Some schools have reported even greater decreases in enrollment. The Metropolitan University of Denver reported that enrollment dropped by 4.9% between the spring semester of 2015 and the spring semester of 2016.

Enrollment at John A. Logan College in Carterville, Ill. dropped by 36% last fall, The Southern Illinoisan newspaper reported. The Illinoisan also reported enrollment at all community colleges and smaller institutions in Southern Illinois had dropped.

Classes at some colleges are also being affected. Great Falls College-Montana State University announced that it is cutting 10 programs because of declining enrollment, KRTV reported. The drop enrollment led to a $425,000 budget shortfall and forced the college to implement a hiring freeze.

It looks as if a major crisis is about to affect American colleges and few people are noticing. Not only could the enrollment drop and devastate campuses, the effects could be felt far beyond campus, for example, on all the businesses that depend on college students’ business, which range from used bookstores to pizzerias.

Declining Enrollment could make Income Inequality Far Worse

The truly frightening aspect of the enrollment decline is that it could make America and Americans poorer and income inequality far worse. The statistics prove that less education generally equals less money in today’s world.

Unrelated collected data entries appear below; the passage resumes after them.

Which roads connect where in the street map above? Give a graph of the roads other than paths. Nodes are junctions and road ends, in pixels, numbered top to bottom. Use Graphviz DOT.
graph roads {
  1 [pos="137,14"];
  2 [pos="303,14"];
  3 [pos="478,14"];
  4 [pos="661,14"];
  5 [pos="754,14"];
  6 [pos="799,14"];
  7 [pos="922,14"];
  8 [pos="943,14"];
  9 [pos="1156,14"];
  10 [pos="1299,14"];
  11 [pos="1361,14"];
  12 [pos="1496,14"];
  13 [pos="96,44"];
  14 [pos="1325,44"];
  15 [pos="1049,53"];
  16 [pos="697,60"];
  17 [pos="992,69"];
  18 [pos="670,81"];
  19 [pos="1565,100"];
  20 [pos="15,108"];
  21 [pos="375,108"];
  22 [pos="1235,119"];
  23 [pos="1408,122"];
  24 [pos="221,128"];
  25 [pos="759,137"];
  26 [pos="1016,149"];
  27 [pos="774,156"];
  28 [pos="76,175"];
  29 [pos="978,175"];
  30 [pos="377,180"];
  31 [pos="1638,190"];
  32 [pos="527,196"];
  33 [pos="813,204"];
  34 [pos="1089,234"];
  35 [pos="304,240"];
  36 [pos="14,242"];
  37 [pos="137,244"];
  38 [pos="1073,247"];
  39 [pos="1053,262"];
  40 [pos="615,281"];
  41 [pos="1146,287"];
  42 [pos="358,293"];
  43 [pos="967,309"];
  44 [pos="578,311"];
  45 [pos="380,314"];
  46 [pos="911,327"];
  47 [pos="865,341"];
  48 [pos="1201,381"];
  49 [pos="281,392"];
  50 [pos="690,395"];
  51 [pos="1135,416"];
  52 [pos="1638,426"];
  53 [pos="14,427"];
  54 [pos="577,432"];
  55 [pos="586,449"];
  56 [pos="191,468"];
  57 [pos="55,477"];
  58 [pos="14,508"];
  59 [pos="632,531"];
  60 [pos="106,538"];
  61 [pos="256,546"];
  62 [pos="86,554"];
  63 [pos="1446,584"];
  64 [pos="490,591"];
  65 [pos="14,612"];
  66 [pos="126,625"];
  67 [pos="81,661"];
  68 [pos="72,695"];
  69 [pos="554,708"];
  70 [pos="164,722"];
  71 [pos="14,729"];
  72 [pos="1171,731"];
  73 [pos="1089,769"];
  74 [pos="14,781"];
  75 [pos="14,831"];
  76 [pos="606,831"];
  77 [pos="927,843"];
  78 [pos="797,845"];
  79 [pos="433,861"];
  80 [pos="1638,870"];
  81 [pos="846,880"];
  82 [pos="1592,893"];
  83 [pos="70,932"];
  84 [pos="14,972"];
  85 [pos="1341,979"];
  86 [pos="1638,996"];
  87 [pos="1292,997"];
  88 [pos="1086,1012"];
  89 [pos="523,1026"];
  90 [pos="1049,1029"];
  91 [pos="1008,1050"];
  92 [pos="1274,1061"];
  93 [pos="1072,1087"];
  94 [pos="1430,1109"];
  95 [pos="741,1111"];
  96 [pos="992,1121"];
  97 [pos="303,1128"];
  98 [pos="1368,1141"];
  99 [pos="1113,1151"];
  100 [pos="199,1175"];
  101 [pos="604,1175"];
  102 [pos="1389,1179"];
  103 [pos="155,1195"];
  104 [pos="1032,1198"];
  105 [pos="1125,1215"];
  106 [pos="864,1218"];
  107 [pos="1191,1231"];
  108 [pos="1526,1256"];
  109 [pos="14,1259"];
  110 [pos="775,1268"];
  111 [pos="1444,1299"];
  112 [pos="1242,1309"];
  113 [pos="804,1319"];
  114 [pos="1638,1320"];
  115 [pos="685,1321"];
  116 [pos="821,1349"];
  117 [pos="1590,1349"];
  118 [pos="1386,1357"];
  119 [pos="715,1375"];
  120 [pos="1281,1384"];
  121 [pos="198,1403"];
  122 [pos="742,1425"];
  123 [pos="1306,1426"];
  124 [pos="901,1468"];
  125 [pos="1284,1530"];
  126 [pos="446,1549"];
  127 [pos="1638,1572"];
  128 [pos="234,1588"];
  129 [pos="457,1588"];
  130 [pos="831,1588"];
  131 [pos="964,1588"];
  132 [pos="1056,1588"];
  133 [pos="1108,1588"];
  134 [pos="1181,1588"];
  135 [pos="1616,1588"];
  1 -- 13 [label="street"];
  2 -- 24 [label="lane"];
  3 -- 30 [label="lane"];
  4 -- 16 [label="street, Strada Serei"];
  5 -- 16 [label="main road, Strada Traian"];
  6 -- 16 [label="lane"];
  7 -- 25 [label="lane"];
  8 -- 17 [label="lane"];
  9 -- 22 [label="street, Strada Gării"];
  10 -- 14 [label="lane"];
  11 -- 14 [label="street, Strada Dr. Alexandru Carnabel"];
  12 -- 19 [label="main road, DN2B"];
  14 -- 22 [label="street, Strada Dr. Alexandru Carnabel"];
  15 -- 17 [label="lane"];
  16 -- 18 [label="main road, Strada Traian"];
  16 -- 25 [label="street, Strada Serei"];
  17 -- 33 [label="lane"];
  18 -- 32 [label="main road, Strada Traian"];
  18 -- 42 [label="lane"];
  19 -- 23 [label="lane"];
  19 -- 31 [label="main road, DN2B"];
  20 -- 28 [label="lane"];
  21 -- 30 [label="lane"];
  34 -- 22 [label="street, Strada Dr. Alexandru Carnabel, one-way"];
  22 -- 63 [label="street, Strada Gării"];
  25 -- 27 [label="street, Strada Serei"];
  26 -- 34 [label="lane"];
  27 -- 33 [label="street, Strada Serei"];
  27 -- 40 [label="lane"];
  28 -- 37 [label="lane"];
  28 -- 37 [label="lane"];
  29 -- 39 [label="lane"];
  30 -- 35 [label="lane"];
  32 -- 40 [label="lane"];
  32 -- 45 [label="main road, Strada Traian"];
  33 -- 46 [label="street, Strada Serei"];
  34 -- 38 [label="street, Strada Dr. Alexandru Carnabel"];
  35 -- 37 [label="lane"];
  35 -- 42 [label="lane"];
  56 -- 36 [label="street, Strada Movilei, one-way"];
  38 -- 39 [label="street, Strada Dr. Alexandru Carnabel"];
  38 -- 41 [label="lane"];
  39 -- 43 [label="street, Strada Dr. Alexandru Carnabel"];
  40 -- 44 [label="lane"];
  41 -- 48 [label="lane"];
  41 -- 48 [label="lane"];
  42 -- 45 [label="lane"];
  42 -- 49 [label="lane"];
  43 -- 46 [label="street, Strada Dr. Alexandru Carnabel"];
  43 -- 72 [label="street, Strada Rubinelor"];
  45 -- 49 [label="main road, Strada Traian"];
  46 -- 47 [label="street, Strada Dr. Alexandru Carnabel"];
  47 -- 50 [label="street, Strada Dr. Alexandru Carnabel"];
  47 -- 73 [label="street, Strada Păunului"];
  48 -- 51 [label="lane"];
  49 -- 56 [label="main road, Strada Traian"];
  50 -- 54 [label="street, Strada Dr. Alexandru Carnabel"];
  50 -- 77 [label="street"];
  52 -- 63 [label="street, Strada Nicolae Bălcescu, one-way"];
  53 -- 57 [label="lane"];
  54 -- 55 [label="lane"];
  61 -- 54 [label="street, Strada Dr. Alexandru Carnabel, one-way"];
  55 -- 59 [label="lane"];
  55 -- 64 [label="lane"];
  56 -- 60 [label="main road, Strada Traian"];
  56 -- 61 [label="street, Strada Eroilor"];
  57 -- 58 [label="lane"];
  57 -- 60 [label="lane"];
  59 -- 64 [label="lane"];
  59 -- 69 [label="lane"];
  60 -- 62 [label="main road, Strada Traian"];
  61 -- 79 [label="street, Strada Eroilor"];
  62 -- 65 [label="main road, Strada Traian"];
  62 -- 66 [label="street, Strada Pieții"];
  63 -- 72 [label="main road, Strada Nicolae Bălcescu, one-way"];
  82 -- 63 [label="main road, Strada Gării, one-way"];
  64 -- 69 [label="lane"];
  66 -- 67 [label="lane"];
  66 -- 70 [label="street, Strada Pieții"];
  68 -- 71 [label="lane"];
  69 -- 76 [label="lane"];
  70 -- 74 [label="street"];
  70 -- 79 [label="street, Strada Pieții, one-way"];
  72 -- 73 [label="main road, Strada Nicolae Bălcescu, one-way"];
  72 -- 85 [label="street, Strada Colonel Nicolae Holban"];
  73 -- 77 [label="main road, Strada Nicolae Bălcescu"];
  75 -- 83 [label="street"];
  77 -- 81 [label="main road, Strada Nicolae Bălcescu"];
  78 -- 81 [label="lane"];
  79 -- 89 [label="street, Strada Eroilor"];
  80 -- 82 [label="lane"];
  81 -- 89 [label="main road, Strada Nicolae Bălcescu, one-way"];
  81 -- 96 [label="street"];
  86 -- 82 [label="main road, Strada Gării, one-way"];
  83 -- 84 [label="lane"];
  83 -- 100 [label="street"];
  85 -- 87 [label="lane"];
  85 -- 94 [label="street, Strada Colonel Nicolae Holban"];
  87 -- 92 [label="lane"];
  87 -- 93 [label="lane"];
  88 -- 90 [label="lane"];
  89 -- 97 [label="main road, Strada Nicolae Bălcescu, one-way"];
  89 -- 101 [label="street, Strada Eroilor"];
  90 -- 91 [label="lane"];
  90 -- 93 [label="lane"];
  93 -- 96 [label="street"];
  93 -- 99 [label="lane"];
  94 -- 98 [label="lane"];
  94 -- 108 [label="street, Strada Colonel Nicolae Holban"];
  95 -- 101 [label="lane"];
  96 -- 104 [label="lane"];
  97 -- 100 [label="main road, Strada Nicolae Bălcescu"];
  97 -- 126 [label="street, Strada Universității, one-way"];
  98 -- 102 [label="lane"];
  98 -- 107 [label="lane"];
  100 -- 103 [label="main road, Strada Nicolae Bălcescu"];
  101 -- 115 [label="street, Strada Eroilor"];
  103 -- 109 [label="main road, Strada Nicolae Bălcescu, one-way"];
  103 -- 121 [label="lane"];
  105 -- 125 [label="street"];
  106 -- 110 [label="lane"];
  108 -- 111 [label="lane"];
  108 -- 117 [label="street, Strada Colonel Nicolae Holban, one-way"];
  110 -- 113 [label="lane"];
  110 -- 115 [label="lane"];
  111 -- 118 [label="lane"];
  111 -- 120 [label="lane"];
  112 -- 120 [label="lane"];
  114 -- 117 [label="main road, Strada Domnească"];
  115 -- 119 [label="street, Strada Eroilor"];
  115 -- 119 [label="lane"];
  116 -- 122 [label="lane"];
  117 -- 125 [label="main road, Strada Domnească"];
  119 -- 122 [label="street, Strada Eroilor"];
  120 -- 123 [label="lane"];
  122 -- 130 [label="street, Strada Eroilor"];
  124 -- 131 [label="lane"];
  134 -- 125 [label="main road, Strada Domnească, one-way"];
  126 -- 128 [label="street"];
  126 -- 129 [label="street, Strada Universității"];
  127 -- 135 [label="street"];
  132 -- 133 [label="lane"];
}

The average young adult with only a high school diploma earned 38% less in salary than a young person with a college degree, the Pew Research Center reported. That means a person with just a high school diploma makes 62 cents for each dollar earned by a person with a college degree.

Those numbers indicate a person gives himself a 38% pay cut by not going to college. That means income inequality will get worse and poverty will increase as college enrollment falls.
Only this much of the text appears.